Dan Brereton made his name in the comics industry with his memorable work on Batman: Thrillkiller, and now he's back -- with a score to settle.
Brereton, the artistic mind behind the acclaimed Nocturnals series, is returning to Batman with a new four-part story for the digital-first series Legends of the Dark Knight. Written and drawn by Brereton, the new story, titled "Six Fingers," pits Batman against familiar villain Carmine Falcone in a mystery thriller.
Newsarama talked with Brereton to find out more about his approach to the series, and to debut some of the artist's work for the second chapter of "Six Fingers," which comes out next week.
Newsarama: Dan, what got you involved in writing Batman for the digital Legends of the Dark Knight series?
Dan Brereton: I was approached a couple of years ago to pitch a Legends of the Dark Knight story for the digital series. At the time, I hadn't worked for DC for around eight years and was really beginning to wonder if I ever would again! So it's quite remarkable and then a real treat to be asked to be part of it.
Nrama: You've got quite a history in comic books — much of it with Batman himself. How would you describe your history with the character of Batman?
Brereton: My first Batman project was Legends of the World's Finest, written by Walter Simonson back in 1993. It was a three-issue prestige format painted book, so was a total of 144 pages. It was very much a fantasy story, with sorcery and demons. I found that I really love painting Batman.
I also really wanted to do a much grittier sort of realistic Batman story. This led to my penciling Legends of the Dark Knight #114 written by James Robinson, and was inked by Tim Bradstreet. In the story, a bleeding, gut-shot Batman stumbles around a really depressed part of Gotham City being pursued by an assassin.
My next Batman project was the 1997 Elseworlds Thrillkiller, a story I pitched to editor Archie Goodwin, set in the early 1960s, starring Batgirl and Robin as the dynamic duo and Bruce Wayne as a hard-boiled detective working under Jim Gordon. Howard Chaykin came onboard as the writer and the whole thing clicked. It was very well-received and we followed up with Thrillkiller '62. A few years later, I wrote and illustrated JLA: Seven Caskets, and that was my last Batman project until now.
Nrama: That history really points out how varied Batman stories can be, from the fantasy and the gritty to the Elseworlds and Justice League team books. How would you describe your ideal Batman and the Batman stories that have influenced you?
Brereton: The ideal Batman is drawn by either Kevin Nowlan or Gene Colan, and probably written by someone like James Ellroy or Dashiell Hammett.
I mention these crime fiction writers because I see Batman as a kind of twisted pulp detective. In comics, my favorite Batman stories include Batman: Broken City, The Dark Knight Returns, Night Cries, and The Killing Joke. Not too many surprises there.
Batman is my favorite superhero. Most people would say he's the best superhero because he doesn't have any actual superpowers — he's just a human being at his peak performance. Well, you could say that about the Shadow or Doc Savage, two pulp heroes who Batman and countless other fictional creations owe much to. For me, Batman is my favorite superhero because… he's Batman! It's the costume, it's the story, the attitude, the mystery which persists, even though we know everything there is to know about Bruce Wayne. Somehow there's always more to learn.

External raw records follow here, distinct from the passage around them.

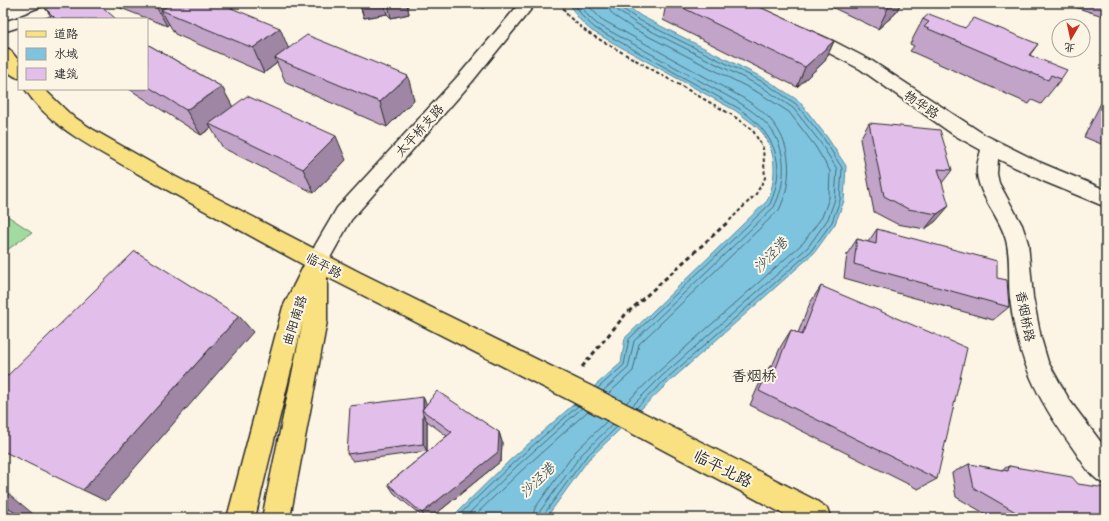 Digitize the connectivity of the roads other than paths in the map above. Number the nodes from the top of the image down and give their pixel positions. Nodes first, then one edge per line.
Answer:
1 (69, 3) edge
2 (528, 3) edge
3 (30, 18) edge
4 (18, 22) edge
5 (3, 27) edge
6 (792, 27) edge
7 (3, 54) edge
8 (18, 71) edge
9 (35, 90) edge
10 (992, 147) junction
11 (1106, 199) edge
12 (316, 261) junction
13 (629, 419) joint
14 (1106, 471) edge
15 (241, 518) edge
16 (276, 518) edge
17 (817, 518) edge

1 - 3 street
2 - 12 street, 太平桥支路
4 - 5 street
6 - 10 street, 物华路
7 - 8 main road
9 - 12 main road, 临平路
10 - 11 street, 物华路
10 - 14 street, 香烟桥路
12 - 13 main road, 临平路
12 - 15 main road, 曲阳南路
12 - 16 main road, 曲阳南路
13 - 17 main road, 临平北路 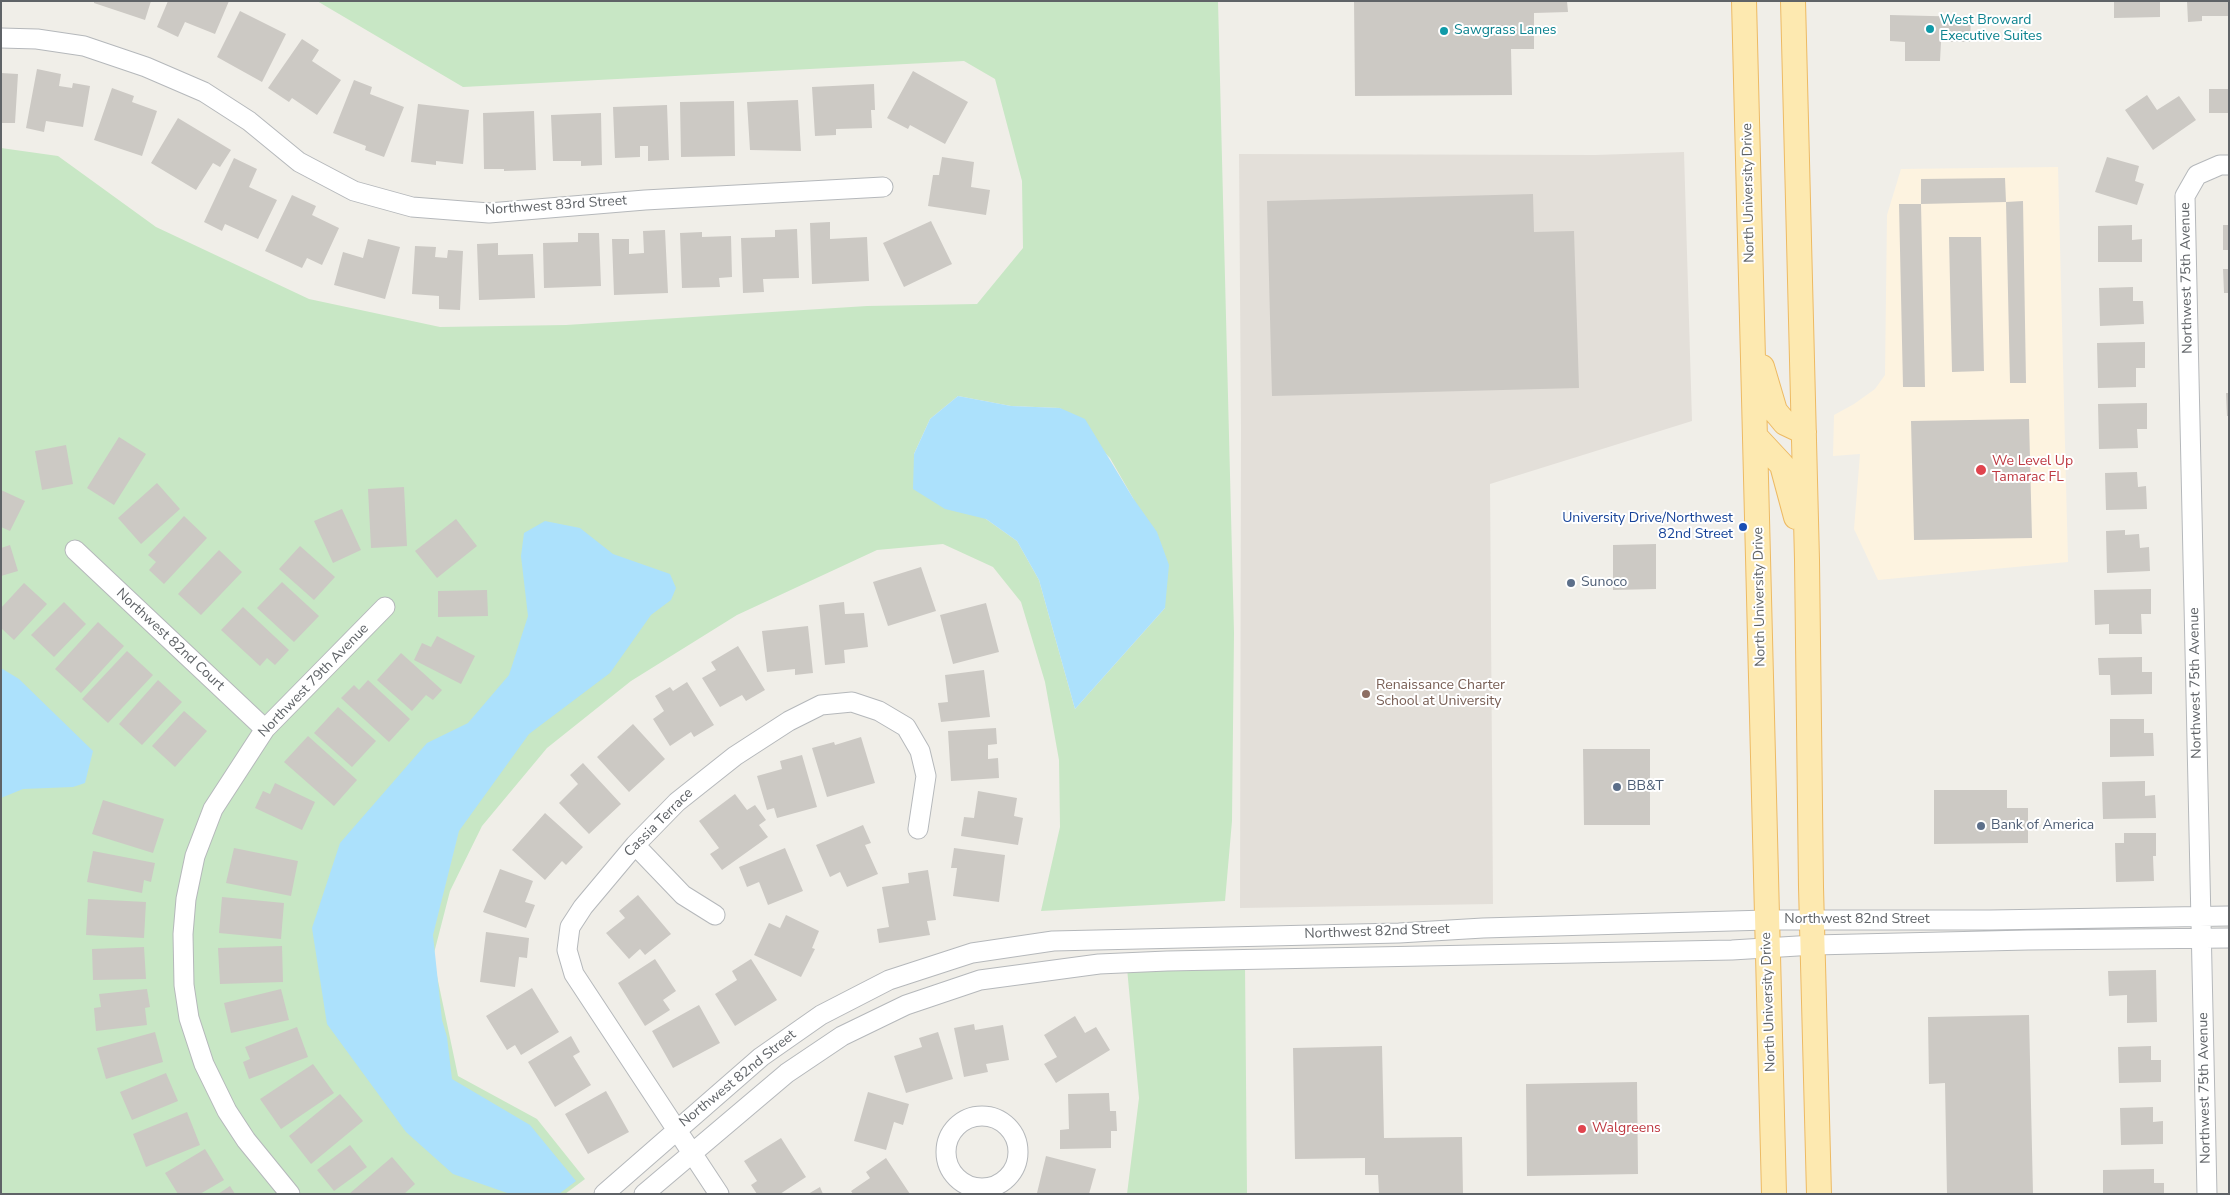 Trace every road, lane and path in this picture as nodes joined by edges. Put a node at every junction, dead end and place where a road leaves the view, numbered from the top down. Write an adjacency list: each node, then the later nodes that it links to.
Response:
1 (1744, 1): 6 (main road, North University Drive)
2 (1793, 1): 7 (main road)
3 (1, 38): 5 (street, Northwest 83rd Street)
4 (2229, 165): 17 (street, Northwest 75th Avenue)
5 (883, 187)
6 (1753, 336): 7 (main road); 8 (main road, North University Drive)
7 (1804, 432): 10 (main road)
8 (1755, 436): 10 (main road); 19 (main road, North University Drive)
9 (75, 550): 12 (street, Northwest 82nd Court)
10 (1807, 560): 18 (main road)
11 (386, 607): 12 (street, Northwest 79th Avenue)
12 (265, 729): 26 (street, Northwest 79th Avenue)
13 (918, 829): 14 (street, Cassia Terrace)
14 (635, 845): 15 (street); 24 (street, Cassia Terrace)
15 (715, 916)
16 (2229, 916): 17 (street, Northwest 82nd Street)
17 (2201, 918): 18 (street, Northwest 82nd Street); 21 (street, Northwest 75th Avenue)
18 (1813, 919): 19 (street, Northwest 82nd Street); 22 (main road)
19 (1767, 920): 23 (main road, North University Drive); 24 (street, Northwest 82nd Street)
20 (2229, 938): 21 (street, Northwest 82nd Street)
21 (2202, 940): 22 (street, Northwest 82nd Street); 32 (street, Northwest 75th Avenue)
22 (1814, 945): 23 (street, Northwest 82nd Street); 31 (main road)
23 (1768, 948): 25 (street, Northwest 82nd Street); 30 (main road, North University Drive)
24 (676, 1129): 25 (street, Cassia Terrace); 27 (street, Northwest 82nd Street)
25 (692, 1153): 28 (street, Northwest 82nd Street); 29 (street, Cassia Terrace)
26 (290, 1194)
27 (604, 1194)
28 (644, 1194)
29 (719, 1194)
30 (1774, 1194)
31 (1819, 1194)
32 (2207, 1194)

Nrama: How would you describe the story you're doing for Legends of the Dark Knight? What type of story is it? There are a lot of different genres that fit with Batman these days. Where does this story fit?
Brereton: I had always wanted to drop the Dark Knight Detective into a hard-boiled mystery with a dark twist. So I would describe this as a very unsettling pulp detective story with a mix of genres, and a large amount of dread.
Nrama: What's the meaning of the title "Six Fingers?"
Brereton: It's a reference to Polydactyly phenomena, but more an omen, a symbol of the cursed landscape in which he finds himself after following the trail out of the familiar streets of Gotham and into some eerie territory.
Nrama: You're well-known for your art. How would you describe your artistic approach to the character and the story in your Legends of the Dark Knight issues?
Brereton: I do my best to immerse myself in any story I illustrate or write. I basically tried to imagine putting him in a situation where the average person would feel helpless, disoriented and terrified. Dropping Batman into that situation and watching him do his thing, but at the same time, despite all his mad skills and intense drive, not at all being in control.
Nrama: What other characters will we be introducing? Any new or familiar characters you can describe?
Brereton: There are several familiar faces. Part one has a few really fun cameos. One in particular I really enjoyed doing. The new characters are a mix of Gotham underworld types and some other scarier types the Batman runs afoul of once he departs the city. I can't really get more specific - I think the thing that's most intoxicating about sitting in a dark theater curling up with a good comic book or paperback mystery is really just not knowing where you're going and enjoying that ride. "Six Fingers" is a lot like a dark ride in a really messed up carnival.